§ **ASSIGNED TASK**
What you return should match the data word for word, minus the images.

-- -- --

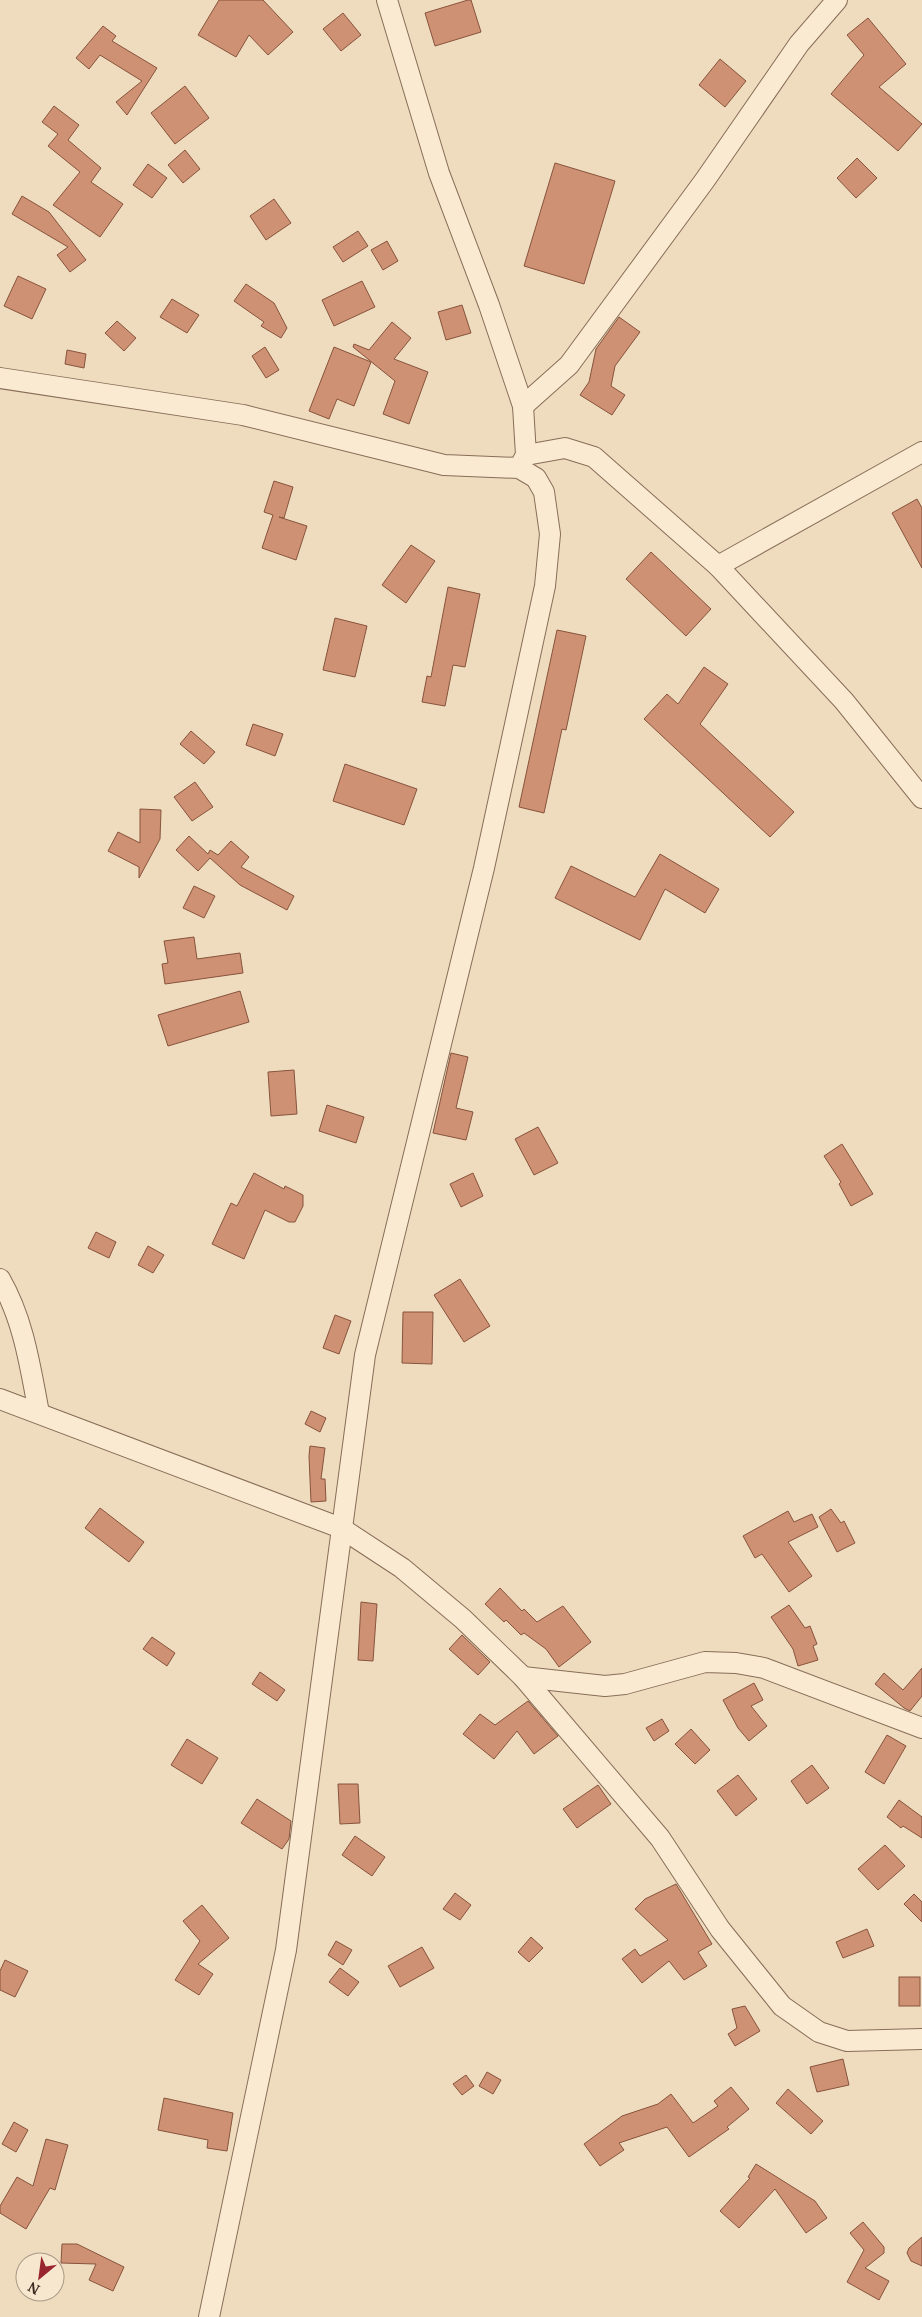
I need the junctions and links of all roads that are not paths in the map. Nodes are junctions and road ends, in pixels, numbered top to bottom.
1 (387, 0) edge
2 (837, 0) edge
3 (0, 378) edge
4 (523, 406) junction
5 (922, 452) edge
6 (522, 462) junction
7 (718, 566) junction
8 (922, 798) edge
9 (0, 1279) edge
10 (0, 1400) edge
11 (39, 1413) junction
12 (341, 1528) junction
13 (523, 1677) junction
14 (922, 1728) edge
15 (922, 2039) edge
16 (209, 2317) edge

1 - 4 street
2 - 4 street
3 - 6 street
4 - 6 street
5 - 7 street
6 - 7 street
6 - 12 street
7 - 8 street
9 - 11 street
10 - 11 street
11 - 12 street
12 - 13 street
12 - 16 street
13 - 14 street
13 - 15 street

-- -- --

§ **TASK RESULT**
I need the junctions and links of all roads that are not paths in the map. Nodes are junctions and road ends, in pixels, numbered top to bottom.
1 (387, 0) edge
2 (837, 0) edge
3 (0, 378) edge
4 (523, 406) junction
5 (922, 452) edge
6 (522, 462) junction
7 (718, 566) junction
8 (922, 798) edge
9 (0, 1279) edge
10 (0, 1400) edge
11 (39, 1413) junction
12 (341, 1528) junction
13 (523, 1677) junction
14 (922, 1728) edge
15 (922, 2039) edge
16 (209, 2317) edge

1 - 4 street
2 - 4 street
3 - 6 street
4 - 6 street
5 - 7 street
6 - 7 street
6 - 12 street
7 - 8 street
9 - 11 street
10 - 11 street
11 - 12 street
12 - 13 street
12 - 16 street
13 - 14 street
13 - 15 street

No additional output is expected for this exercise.